Sobre os incêndios rurais tem-se falado, e bem, a
propósito de várias vertentes: aldeias seguras, organização do combate, etc.
Daquilo que não se tem falado é da futura organização do espaço rural e muito
particularmente do espaço florestal. Que pinheiro e eucalipto são as espécies
mais combustíveis entre as que ocupam o país, parece já haver uma noção
generalizada, embora alguns insistam na máxima de que não é a espécie que
interessa (em matéria de incêndios), mas sim a gestão. Se, no total do espaço
florestal, 56% é constituído por pinheiro bravo e eucalipto e se, da área que
ardeu, 53% era pinheiro bravo e eucalipto (Carta de Ocupação do Solo 2010), é
evidente que a composição da ocupação desse espaço tem que ser alterada. Ora,
quando o Governo diz que só vai permitir eucalipto nas áreas anteriormente
ocupadas por essa espécie, é o mesmo que dizer que tudo vai ficar na mesma.
Muito particularmente a área do Pinhal Interior que ardeu praticamente toda, na
sua maior parte era ocupada por eucalipto, que aliás já está a regenerar.
Também o pinheiro bravo regenera naturalmente com toda a facilidade.
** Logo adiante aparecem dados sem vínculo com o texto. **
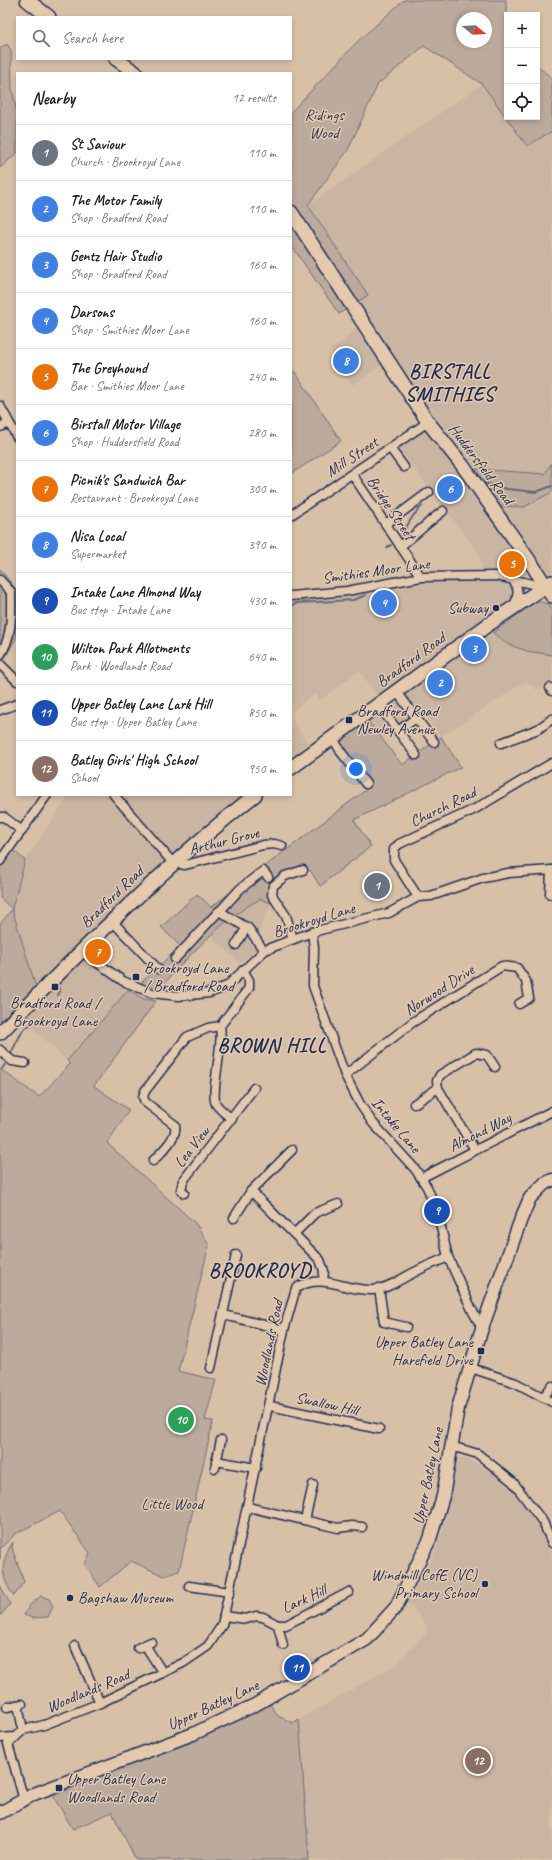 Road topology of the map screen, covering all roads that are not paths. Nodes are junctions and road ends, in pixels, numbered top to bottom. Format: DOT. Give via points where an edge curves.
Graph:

Conclusão: se nada se fizer, o que vamos ter no futuro
é mais uma vez eucalipto e pinheiro para alimentar o ciclo infernal dos
incêndios. O outro pressuposto que há a considerar é que as folhosas autóctones
ou tradicionais, além de serem menos combustíveis, produzem uma folhada capaz
de melhor regenerar o fundo de fertilidade do solo do que o pinheiro e o
eucalipto e, sem solo vivo, a paisagem e, portanto, o país caminham para o
deserto e o despovoamento. Isto obriga-nos à proposta de um modelo de
ordenamento do território mais resiliente.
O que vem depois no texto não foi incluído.